▸ Task details: The answer must be one number: how many lines in the records below contain the string "Hojjatieh".

* * * * * * * * *

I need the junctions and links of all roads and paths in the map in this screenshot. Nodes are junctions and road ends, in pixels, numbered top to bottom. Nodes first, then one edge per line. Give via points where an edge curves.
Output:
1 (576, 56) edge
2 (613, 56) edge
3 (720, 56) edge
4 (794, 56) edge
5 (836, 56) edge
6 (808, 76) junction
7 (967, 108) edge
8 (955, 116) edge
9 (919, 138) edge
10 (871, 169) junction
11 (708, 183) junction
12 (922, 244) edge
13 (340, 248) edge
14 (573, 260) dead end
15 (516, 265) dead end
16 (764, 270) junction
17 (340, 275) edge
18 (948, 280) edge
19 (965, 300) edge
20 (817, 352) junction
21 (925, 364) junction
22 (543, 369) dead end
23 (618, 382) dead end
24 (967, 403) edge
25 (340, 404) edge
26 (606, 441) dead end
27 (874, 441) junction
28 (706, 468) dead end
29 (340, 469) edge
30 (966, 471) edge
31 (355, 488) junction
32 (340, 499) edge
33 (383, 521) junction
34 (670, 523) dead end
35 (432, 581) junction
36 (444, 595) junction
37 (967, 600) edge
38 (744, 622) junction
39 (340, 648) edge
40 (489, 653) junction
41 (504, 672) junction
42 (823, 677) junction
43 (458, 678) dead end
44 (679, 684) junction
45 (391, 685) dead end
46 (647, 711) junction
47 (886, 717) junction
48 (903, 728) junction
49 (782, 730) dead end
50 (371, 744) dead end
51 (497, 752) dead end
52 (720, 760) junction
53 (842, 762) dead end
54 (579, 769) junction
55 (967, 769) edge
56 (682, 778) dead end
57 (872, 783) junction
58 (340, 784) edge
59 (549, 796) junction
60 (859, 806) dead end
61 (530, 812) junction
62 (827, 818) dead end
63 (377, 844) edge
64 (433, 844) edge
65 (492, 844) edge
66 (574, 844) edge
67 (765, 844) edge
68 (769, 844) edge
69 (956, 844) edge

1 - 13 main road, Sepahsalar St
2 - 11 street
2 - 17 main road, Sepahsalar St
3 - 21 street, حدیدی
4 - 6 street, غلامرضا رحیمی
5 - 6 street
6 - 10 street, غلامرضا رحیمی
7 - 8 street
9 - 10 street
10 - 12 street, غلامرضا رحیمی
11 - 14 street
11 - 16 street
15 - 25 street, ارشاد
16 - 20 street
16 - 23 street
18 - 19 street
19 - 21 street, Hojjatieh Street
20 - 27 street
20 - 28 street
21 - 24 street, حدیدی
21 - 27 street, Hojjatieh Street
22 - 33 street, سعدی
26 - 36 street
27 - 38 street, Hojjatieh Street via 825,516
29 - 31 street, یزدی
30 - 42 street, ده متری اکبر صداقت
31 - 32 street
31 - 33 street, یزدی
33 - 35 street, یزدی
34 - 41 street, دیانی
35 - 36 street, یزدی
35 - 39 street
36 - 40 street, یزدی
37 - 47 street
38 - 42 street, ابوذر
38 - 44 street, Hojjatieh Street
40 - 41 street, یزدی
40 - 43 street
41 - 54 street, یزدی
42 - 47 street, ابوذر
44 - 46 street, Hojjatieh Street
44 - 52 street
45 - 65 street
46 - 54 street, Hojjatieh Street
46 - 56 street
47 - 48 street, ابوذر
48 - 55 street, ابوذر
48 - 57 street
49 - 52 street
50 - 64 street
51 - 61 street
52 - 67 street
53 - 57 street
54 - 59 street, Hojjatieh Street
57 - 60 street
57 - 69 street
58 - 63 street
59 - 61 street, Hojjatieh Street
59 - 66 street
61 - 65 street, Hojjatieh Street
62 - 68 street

* * * * * * * * *

▸ Solution to the exercise: 9